- WHAT YOU NEED TO DO
Determine how many lines in these records hold "that". Only the number is wanted.

§ §

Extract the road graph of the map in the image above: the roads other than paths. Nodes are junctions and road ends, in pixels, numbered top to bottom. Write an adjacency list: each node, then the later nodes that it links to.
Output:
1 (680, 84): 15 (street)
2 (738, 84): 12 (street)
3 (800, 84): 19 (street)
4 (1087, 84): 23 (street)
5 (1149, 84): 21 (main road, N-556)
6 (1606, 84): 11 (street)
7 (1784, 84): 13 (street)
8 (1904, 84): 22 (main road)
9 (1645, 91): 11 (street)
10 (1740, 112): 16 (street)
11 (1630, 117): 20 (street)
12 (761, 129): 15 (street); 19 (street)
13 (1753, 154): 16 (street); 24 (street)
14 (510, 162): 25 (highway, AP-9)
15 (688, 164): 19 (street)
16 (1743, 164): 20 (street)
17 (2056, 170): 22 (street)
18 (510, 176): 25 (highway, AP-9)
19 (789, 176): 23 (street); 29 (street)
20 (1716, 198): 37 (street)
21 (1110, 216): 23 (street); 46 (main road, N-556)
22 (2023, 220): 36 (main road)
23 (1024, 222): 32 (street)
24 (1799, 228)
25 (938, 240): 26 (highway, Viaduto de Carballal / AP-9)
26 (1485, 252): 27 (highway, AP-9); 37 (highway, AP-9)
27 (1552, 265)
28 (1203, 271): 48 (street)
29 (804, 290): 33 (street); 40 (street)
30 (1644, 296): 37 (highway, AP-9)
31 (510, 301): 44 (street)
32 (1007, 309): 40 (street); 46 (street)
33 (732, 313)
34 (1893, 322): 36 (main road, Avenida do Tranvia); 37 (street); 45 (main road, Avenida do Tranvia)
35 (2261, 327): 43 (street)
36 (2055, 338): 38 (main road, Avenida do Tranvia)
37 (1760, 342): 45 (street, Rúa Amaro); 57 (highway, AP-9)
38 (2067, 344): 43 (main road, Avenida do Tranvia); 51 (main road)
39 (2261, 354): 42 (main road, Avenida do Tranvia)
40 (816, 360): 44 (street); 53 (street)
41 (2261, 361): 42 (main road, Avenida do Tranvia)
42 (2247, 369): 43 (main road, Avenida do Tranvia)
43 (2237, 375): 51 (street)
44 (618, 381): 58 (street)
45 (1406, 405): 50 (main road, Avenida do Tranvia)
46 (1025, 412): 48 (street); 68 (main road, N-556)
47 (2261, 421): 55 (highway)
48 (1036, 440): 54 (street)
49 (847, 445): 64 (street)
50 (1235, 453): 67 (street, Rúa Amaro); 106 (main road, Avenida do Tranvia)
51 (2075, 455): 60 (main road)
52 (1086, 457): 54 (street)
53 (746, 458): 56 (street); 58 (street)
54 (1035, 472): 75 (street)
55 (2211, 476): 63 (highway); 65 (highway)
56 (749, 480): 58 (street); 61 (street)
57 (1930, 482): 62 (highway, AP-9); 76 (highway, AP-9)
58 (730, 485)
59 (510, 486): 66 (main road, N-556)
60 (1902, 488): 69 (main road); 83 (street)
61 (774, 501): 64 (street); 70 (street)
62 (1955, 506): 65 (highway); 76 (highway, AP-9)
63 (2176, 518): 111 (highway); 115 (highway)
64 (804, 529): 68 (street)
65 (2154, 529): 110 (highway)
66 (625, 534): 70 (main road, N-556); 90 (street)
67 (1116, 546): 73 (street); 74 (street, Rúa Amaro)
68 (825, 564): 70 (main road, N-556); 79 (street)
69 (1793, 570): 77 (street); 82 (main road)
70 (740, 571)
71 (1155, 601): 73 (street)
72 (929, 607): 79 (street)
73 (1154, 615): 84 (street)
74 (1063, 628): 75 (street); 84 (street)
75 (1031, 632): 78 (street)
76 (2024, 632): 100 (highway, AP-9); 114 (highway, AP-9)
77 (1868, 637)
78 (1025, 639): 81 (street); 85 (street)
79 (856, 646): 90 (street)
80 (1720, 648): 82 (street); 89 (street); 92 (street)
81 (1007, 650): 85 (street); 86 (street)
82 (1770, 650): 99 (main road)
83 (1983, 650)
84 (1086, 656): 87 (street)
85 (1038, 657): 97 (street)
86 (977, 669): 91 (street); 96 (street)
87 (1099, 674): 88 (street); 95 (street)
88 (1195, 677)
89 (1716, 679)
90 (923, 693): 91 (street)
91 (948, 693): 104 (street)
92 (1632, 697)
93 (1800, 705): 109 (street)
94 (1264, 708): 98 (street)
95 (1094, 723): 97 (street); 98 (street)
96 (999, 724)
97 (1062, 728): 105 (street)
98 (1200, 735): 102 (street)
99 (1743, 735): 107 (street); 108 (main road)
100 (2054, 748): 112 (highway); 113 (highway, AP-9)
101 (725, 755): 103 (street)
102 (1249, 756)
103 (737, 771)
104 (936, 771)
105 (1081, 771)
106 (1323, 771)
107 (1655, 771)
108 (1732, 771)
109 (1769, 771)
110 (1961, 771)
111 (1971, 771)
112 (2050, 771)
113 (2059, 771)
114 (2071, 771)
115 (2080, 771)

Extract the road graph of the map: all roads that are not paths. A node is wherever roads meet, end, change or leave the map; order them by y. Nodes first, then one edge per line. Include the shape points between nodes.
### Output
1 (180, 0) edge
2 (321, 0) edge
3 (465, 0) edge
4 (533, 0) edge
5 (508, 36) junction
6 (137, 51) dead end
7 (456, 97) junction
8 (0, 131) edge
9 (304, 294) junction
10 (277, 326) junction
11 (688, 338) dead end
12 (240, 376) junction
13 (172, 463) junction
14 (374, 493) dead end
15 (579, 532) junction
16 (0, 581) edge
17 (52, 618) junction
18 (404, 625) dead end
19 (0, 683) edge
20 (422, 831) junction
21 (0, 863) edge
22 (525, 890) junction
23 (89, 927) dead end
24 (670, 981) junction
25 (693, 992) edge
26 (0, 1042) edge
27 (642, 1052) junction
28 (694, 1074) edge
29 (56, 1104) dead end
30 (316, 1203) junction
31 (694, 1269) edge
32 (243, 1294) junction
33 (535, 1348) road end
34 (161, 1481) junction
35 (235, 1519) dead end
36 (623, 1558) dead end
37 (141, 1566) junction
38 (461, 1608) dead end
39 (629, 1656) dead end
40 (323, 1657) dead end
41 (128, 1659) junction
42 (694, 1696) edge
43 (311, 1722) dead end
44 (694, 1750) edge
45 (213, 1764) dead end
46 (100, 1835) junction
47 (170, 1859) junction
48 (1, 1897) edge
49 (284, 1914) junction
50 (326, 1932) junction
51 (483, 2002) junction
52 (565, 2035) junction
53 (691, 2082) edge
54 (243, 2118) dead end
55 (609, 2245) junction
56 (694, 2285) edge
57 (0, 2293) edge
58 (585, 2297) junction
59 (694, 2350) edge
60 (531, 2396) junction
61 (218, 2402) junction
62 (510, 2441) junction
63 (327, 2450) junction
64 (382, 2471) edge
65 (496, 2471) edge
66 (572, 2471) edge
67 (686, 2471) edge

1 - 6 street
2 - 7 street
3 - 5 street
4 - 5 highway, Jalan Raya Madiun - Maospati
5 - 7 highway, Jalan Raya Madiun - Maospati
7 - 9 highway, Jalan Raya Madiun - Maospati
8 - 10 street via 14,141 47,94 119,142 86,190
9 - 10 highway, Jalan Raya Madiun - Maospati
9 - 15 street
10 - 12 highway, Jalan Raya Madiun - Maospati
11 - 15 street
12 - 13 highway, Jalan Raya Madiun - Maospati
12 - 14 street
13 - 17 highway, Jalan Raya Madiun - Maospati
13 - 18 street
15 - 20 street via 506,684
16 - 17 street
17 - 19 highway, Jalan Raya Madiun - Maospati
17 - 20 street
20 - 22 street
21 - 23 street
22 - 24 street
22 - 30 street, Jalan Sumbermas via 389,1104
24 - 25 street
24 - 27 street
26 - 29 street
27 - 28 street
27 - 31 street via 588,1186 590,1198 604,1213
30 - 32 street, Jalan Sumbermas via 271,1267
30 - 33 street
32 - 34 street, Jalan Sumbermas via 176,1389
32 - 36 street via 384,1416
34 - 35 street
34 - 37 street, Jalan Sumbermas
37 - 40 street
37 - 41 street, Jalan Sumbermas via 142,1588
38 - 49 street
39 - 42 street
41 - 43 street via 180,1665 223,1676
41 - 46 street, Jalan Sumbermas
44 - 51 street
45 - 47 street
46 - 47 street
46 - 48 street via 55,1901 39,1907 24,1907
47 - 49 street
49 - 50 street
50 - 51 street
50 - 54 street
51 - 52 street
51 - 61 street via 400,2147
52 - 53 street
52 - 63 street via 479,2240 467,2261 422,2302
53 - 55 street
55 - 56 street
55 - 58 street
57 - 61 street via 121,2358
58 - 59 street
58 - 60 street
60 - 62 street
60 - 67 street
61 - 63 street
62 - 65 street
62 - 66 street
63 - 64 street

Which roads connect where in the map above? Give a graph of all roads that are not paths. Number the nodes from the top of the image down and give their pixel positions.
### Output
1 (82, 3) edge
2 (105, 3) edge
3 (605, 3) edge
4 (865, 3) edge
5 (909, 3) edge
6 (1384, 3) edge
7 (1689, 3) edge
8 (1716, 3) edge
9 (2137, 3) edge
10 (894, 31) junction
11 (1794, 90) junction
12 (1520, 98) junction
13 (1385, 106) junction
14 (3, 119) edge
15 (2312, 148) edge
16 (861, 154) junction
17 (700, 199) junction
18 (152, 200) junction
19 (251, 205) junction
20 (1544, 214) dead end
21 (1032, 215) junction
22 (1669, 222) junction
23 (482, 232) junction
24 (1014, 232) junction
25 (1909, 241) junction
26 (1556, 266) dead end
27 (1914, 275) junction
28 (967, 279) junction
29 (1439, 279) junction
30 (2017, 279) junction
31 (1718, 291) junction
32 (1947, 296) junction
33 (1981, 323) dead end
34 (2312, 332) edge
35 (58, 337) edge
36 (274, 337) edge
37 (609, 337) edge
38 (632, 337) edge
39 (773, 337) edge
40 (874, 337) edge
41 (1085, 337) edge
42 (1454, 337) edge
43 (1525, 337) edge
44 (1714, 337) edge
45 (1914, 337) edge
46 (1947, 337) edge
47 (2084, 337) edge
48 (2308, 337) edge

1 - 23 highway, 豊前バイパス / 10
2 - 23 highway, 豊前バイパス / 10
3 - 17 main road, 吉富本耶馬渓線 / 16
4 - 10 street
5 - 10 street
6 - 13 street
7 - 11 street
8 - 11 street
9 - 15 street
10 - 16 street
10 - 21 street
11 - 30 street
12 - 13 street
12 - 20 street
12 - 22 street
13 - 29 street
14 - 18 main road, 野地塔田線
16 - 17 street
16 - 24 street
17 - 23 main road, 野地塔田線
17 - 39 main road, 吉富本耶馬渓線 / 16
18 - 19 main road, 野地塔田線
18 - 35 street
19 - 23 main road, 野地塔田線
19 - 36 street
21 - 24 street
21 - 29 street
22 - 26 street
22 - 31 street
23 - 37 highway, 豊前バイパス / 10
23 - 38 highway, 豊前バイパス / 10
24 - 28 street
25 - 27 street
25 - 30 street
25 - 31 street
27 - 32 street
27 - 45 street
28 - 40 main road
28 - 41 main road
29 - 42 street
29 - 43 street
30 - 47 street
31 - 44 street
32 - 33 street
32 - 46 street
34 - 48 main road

§ §

- ANSWER TO THE PROBLEM
3